◆ **Collected data**
───
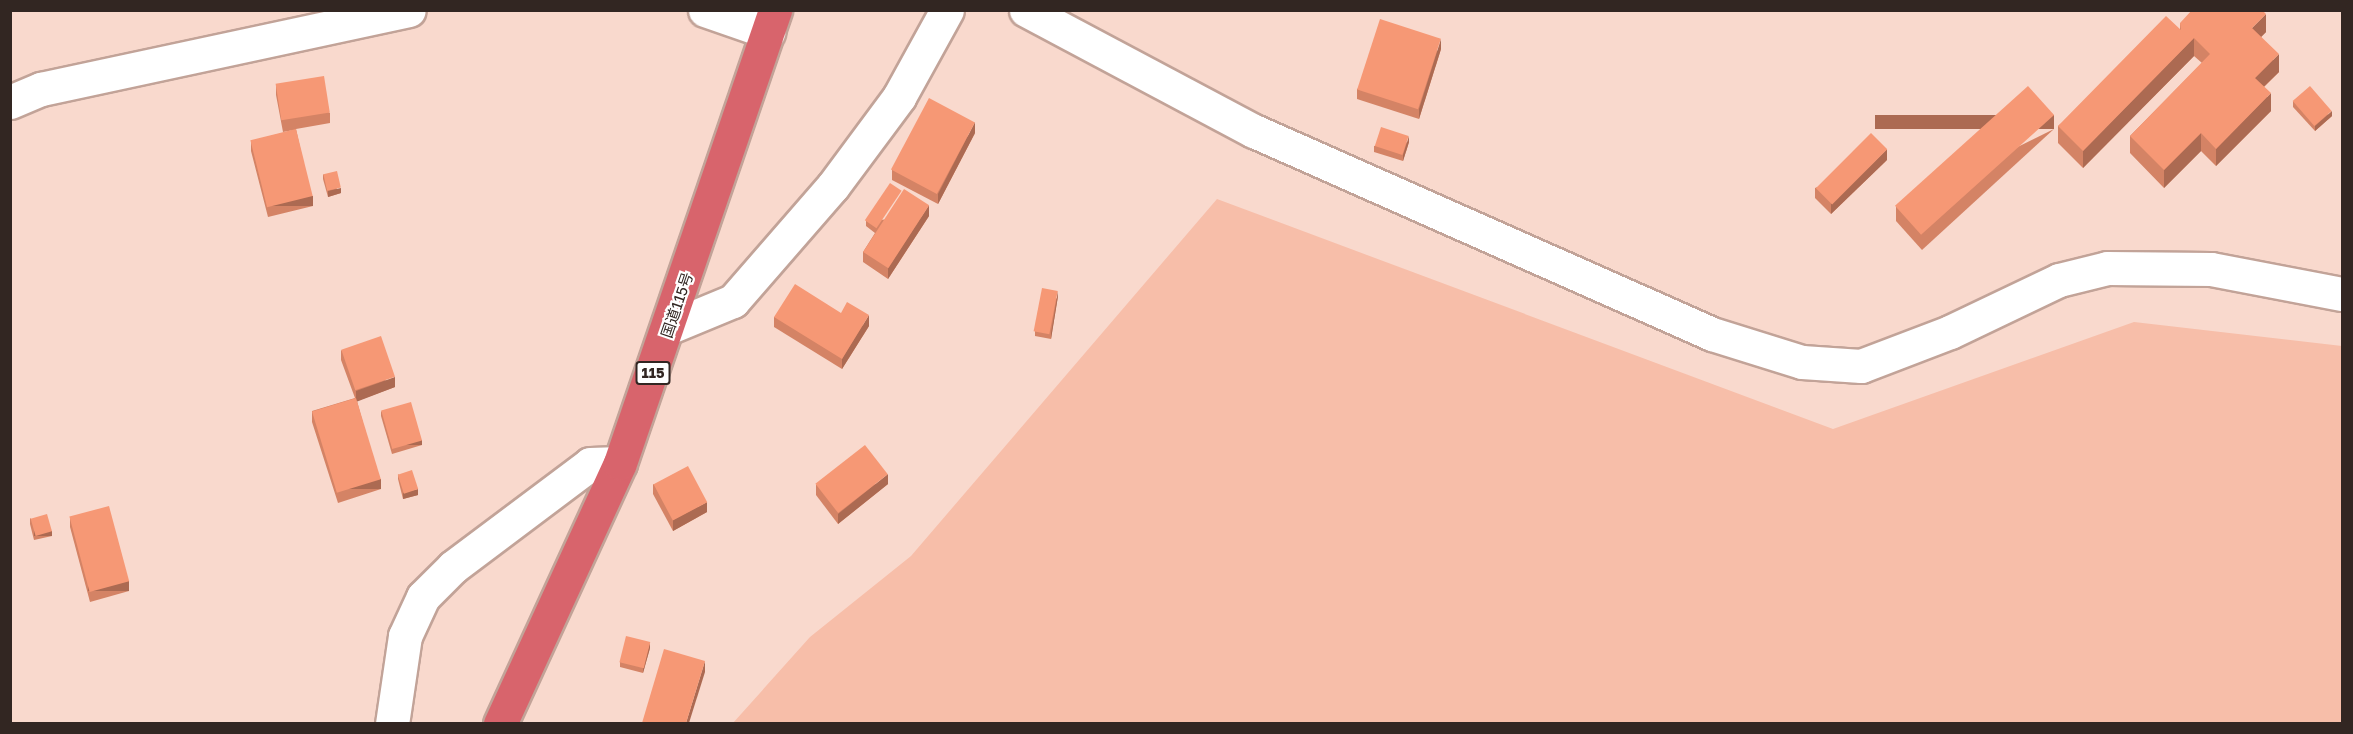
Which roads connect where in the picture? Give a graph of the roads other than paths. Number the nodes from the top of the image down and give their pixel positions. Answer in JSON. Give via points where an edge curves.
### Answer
{"nodes":[{"id":1,"x":409,"y":10,"type":"edge"},
{"id":2,"x":705,"y":10,"type":"edge"},
{"id":3,"x":947,"y":10,"type":"edge"},
{"id":4,"x":1026,"y":10,"type":"edge"},
{"id":5,"x":771,"y":21,"type":"edge"},
{"id":6,"x":10,"y":102,"type":"edge"},
{"id":7,"x":2343,"y":294,"type":"edge"},
{"id":8,"x":670,"y":327,"type":"junction"},
{"id":9,"x":620,"y":463,"type":"junction"},
{"id":10,"x":392,"y":723,"type":"edge"},
{"id":11,"x":500,"y":723,"type":"edge"}],
"edges":[{"from":1,"to":6,"type":"street","via":[[75,81]]},
{"from":2,"to":5,"type":"street"},
{"from":3,"to":8,"type":"street","via":[[899,97],[833,186],[733,301]]},
{"from":4,"to":7,"type":"street","via":[[1254,131],[1712,334],[1802,362],[1861,366],[1950,332],[2059,280],[2107,268],[2211,269]]},
{"from":5,"to":8,"type":"highway","name":"国道115号","number":"115"},
{"from":8,"to":9,"type":"highway","name":"国道115号","number":"115"},
{"from":9,"to":10,"type":"street","via":[[590,464],[453,567],[423,597],[405,636]]},
{"from":9,"to":11,"type":"highway","name":"国道115号","number":"115"}]}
───
What is needed is an exact output of the records above, with every picture left out.

Which roads connect where in the picture? Give a graph of the roads other than paths. Number the nodes from the top of the image down and give their pixel positions. Answer in JSON. Give via points where an edge curves.
### Answer
{"nodes":[{"id":1,"x":409,"y":10,"type":"edge"},
{"id":2,"x":705,"y":10,"type":"edge"},
{"id":3,"x":947,"y":10,"type":"edge"},
{"id":4,"x":1026,"y":10,"type":"edge"},
{"id":5,"x":771,"y":21,"type":"edge"},
{"id":6,"x":10,"y":102,"type":"edge"},
{"id":7,"x":2343,"y":294,"type":"edge"},
{"id":8,"x":670,"y":327,"type":"junction"},
{"id":9,"x":620,"y":463,"type":"junction"},
{"id":10,"x":392,"y":723,"type":"edge"},
{"id":11,"x":500,"y":723,"type":"edge"}],
"edges":[{"from":1,"to":6,"type":"street","via":[[75,81]]},
{"from":2,"to":5,"type":"street"},
{"from":3,"to":8,"type":"street","via":[[899,97],[833,186],[733,301]]},
{"from":4,"to":7,"type":"street","via":[[1254,131],[1712,334],[1802,362],[1861,366],[1950,332],[2059,280],[2107,268],[2211,269]]},
{"from":5,"to":8,"type":"highway","name":"国道115号","number":"115"},
{"from":8,"to":9,"type":"highway","name":"国道115号","number":"115"},
{"from":9,"to":10,"type":"street","via":[[590,464],[453,567],[423,597],[405,636]]},
{"from":9,"to":11,"type":"highway","name":"国道115号","number":"115"}]}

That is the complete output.